The Secret Lies in the Margins

Mallorie Beckner By Mallorie Beckner, Energy & Resources Digest Research Team

With oil prices still recovering, some producers are better than others at maintaining a high profit margin.

And one producer in particular stands above the rest. But before we get into that…

Let’s dig into the fundamental equation that runs the oil market.

Profit margins are percentages derived from net income and net sales. In other words, the profit margin ratio is the percentage of sales that are left over after expenditures. Naturally, oil prices directly play into profit margins. The higher the price of oil, the more the price of production will be covered.

It’s extremely expensive to produce oil. Exploration, well development, equipment, and refining all come with a hefty price tag. So, when oil prices increase, companies make more money to cover these costs and still make a profit.

Now that oil prices are up from their low of $26 per barrel a year ago, profit margins across the oil industry are starting to look up.

And it’s largely because of supply and demand.

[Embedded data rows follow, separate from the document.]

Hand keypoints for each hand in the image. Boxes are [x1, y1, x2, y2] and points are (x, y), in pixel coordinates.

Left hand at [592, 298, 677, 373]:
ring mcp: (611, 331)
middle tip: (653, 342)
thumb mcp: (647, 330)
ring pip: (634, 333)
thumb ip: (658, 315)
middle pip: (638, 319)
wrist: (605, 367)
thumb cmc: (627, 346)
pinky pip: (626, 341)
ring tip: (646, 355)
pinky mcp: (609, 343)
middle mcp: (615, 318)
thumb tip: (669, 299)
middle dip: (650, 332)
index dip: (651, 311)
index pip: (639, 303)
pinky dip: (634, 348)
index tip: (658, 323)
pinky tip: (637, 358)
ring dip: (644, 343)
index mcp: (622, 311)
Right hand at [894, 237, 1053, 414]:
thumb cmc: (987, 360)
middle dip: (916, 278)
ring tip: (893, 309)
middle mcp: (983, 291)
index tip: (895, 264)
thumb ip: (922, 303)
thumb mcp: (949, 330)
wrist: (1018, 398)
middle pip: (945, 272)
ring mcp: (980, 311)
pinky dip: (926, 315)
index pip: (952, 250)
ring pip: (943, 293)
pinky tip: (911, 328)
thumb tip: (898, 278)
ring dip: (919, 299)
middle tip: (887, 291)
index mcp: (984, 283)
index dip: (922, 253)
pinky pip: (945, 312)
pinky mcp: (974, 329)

Right now, oil supply is decreasing.

OPEC cut its oil production by 890,000 barrels per day down to 32 million bpd in January. This cut was brought on by the plunge in oil prices from an excess in oil production.

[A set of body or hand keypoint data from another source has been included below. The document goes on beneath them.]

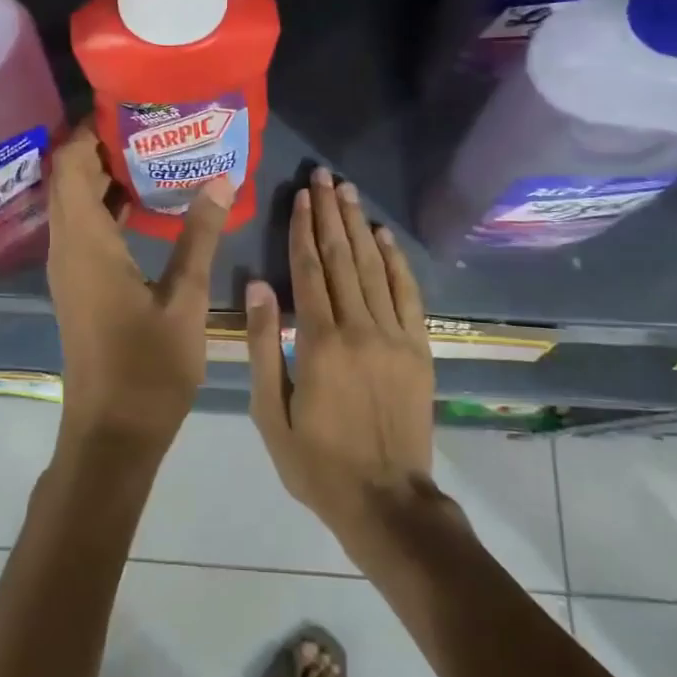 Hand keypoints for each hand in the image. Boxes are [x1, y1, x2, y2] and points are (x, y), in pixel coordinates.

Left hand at [47, 119, 233, 465]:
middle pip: (68, 178)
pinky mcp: (78, 284)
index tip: (124, 105)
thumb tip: (220, 179)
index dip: (87, 129)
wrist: (112, 433)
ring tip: (153, 151)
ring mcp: (69, 268)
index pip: (69, 164)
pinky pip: (83, 228)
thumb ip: (200, 236)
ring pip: (74, 203)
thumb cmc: (148, 368)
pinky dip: (106, 206)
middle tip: (149, 123)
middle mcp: (67, 247)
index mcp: (86, 243)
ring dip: (103, 175)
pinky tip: (146, 202)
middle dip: (99, 145)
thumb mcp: (185, 299)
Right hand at [246, 167, 436, 542]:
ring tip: (348, 192)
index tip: (300, 195)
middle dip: (330, 213)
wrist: (387, 501)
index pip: (309, 270)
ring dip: (359, 226)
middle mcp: (359, 328)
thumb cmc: (317, 462)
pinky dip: (396, 261)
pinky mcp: (418, 349)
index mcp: (319, 343)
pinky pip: (408, 295)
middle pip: (342, 258)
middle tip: (324, 176)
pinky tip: (384, 236)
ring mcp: (394, 337)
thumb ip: (264, 346)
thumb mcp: (271, 412)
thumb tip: (257, 286)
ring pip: (374, 268)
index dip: (303, 229)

At the same time, oil demand is increasing.

With the economy getting stronger and the unemployment rate relatively low, more people are needing oil to fuel the vacations they can now afford. According to the EIA, total world consumption of petroleum and other liquids was 96.47 million barrels per day in 2016. That number is predicted to grow to 98.09 million bpd in 2017 and 99.55 million bpd in 2018.

With both of these supply and demand factors in play, despite the pullback we saw earlier this month, oil prices should continue to rise.

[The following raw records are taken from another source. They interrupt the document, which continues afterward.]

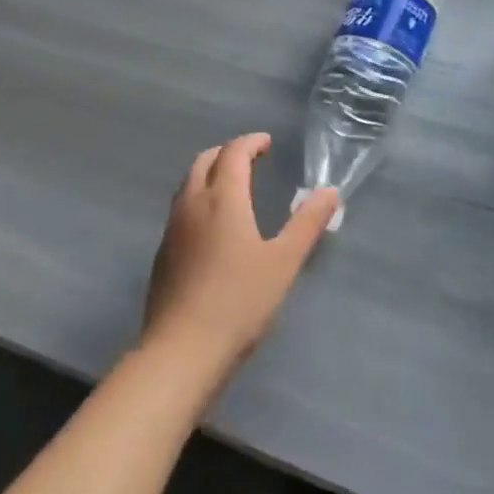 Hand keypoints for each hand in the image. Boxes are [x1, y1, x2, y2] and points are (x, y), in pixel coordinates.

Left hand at [142, 134, 339, 392]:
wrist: (181, 351)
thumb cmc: (239, 302)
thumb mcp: (283, 262)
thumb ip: (306, 224)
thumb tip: (330, 191)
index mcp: (223, 198)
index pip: (233, 153)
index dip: (251, 142)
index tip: (267, 143)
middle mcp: (192, 203)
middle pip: (204, 160)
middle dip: (227, 152)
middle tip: (251, 159)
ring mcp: (172, 228)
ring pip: (188, 183)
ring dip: (210, 173)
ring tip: (232, 186)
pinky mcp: (163, 253)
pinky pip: (181, 208)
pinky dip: (198, 198)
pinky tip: (212, 225)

It’s good news for the margins of oil producers. But it could all change in a heartbeat…

OPEC is a fickle beast and production cuts could be short-lived. In addition, the interest rate will likely cause a pullback in commodities. Both scenarios are bearish for oil prices.

All the more reason to focus on margins…

Energy investors need to target companies with high profit margins so they can make money regardless of where oil prices head next.

This chart looks at three of the oil supermajors – Exxon (NYSE: XOM), BP (NYSE: BP), and Chevron (NYSE: CVX) – and their profit margins as of last quarter.


As you can see, difference between Exxon’s 3.17 and BP’s 0.97 is shocking.

BP’s margin has been the most volatile of the group. It’s also the lowest.

Exxon’s margin has been the least volatile, and it currently the highest.

And this is great news for Exxon shareholders. The more a company profits, the more likely it is to raise its dividend. A higher profit margin corresponds with higher free cash flow.

Last quarter, Exxon actually had a higher free cash flow than dividends paid for the first time since oil crashed. This means the company actually had money left over, even after paying out all its dividends – a sure sign of increased earnings and growth.


BP, on the other hand, not only has a low profit margin, but also a free cash flow that is significantly lower than their dividends paid.


So, given that Exxon has the highest margin and the highest free cash flow, this company is likely to make energy investors the most money – regardless of where oil prices head next.

Profit margins are a useful tool to find the best buys in any industry. They show the profitability of a company, and how much room a company has to withstand a sudden downturn.

And most companies are transparent with their profit margins, especially the big ones.

When determining the profitability of a company, use the secret tool that is profit margins.